In the townland of Churchland, in the village of Clareen, Co. Offaly, is the site of Seir Kieran. The site comprises a complex of features (OF039-003:001-028), including an early medieval monastery, holy well and rag tree and a deserted medieval settlement/episcopal borough.
The early monastery is attributed to St. Kieran/St. Ciaran in c. the 5th century AD/CE. A monastic enclosure, Round Tower base and 9th century stone High Cross base are amongst the archaeological remains of this period. The site was reputedly the burial place of the kings of the ancient Gaelic kingdom of Ossory at that time.
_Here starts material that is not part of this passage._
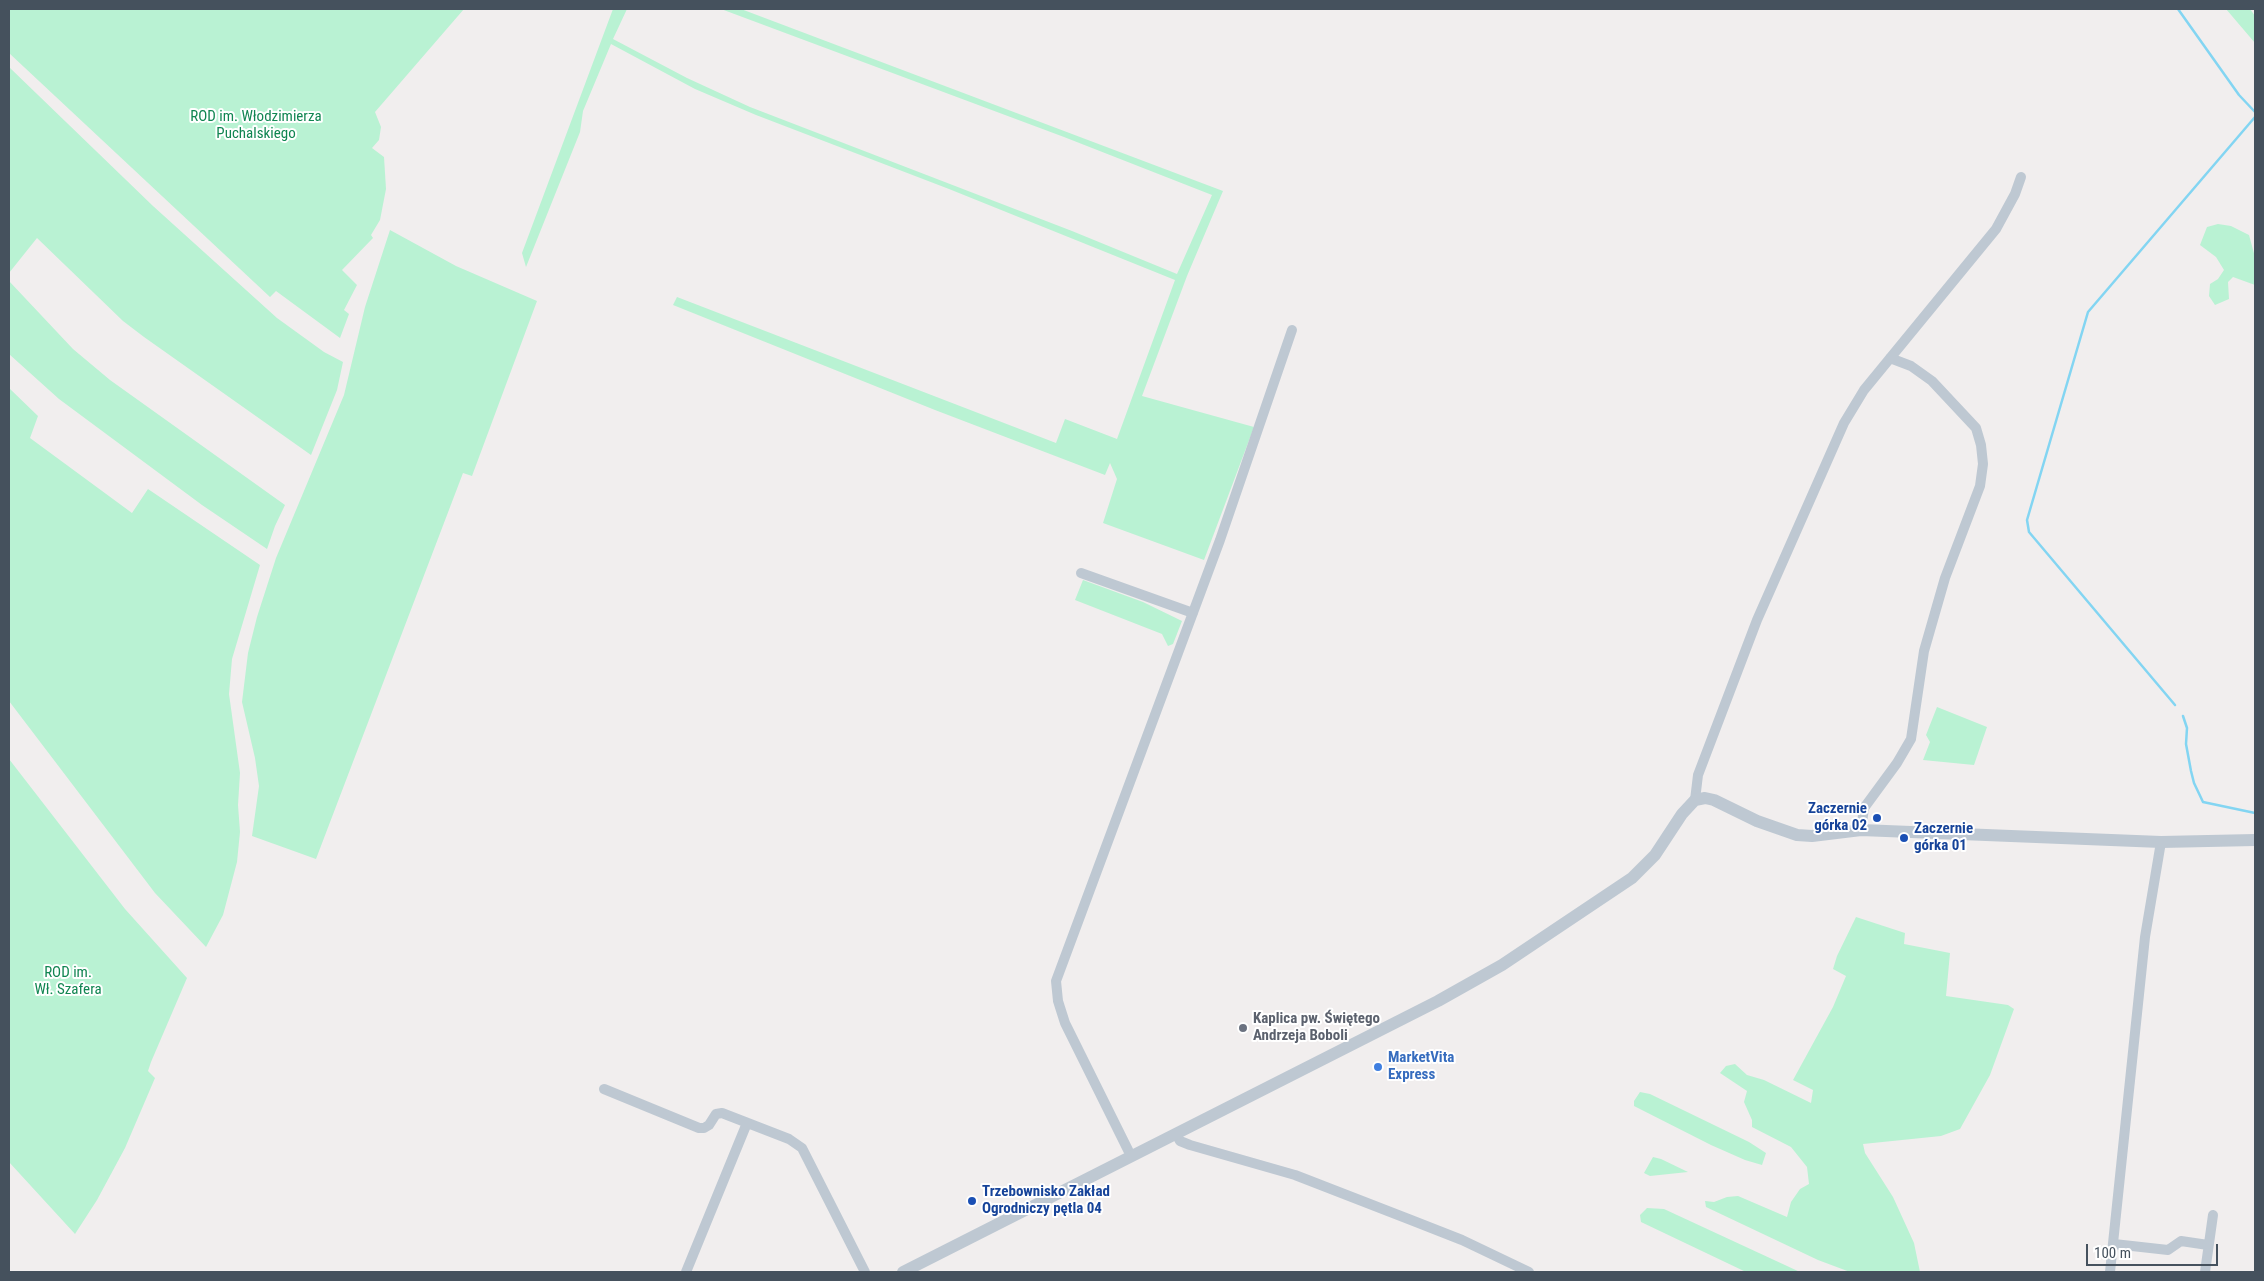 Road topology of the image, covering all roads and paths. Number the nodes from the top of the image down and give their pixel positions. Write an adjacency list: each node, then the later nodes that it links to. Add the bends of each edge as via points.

The site was raided by the Vikings in the 9th and 10th centuries, and later developed as an important Anglo-Norman fortification, with a probable Motte located on the site. An Augustinian Priory was founded at the site in the 12th century, later to be dissolved in c. 1552. A 16th century gun battery and 19th century church is also extant at the site. This church, built in 1844, replaced the medieval church, which remained at that time. The Pattern (Saint’s feast day) of St. Kieran is still celebrated each year on the 5th March at Kieran’s well, Kieran’s Bush (rag tree) and the 19th century/medieval graveyard.
In August 2017 the IAFS partnered with Prof. Bodhi Michael Rogers of Ithaca University to undertake 3D scanning, or digital conservation, of the standing remains. This data will be an important monitoring and conservation tool for the site. The results of this survey, and a detailed historical summary of the site have been published by the IAFS in Offaly Heritage.
O’ Sullivan, M., Rodgers, M., Shine, D. and Mandal, S. 2018. Seir Kieran. Place, pilgrimage, and tradition in the monastic midlands. Offaly Heritage 10, 21-42.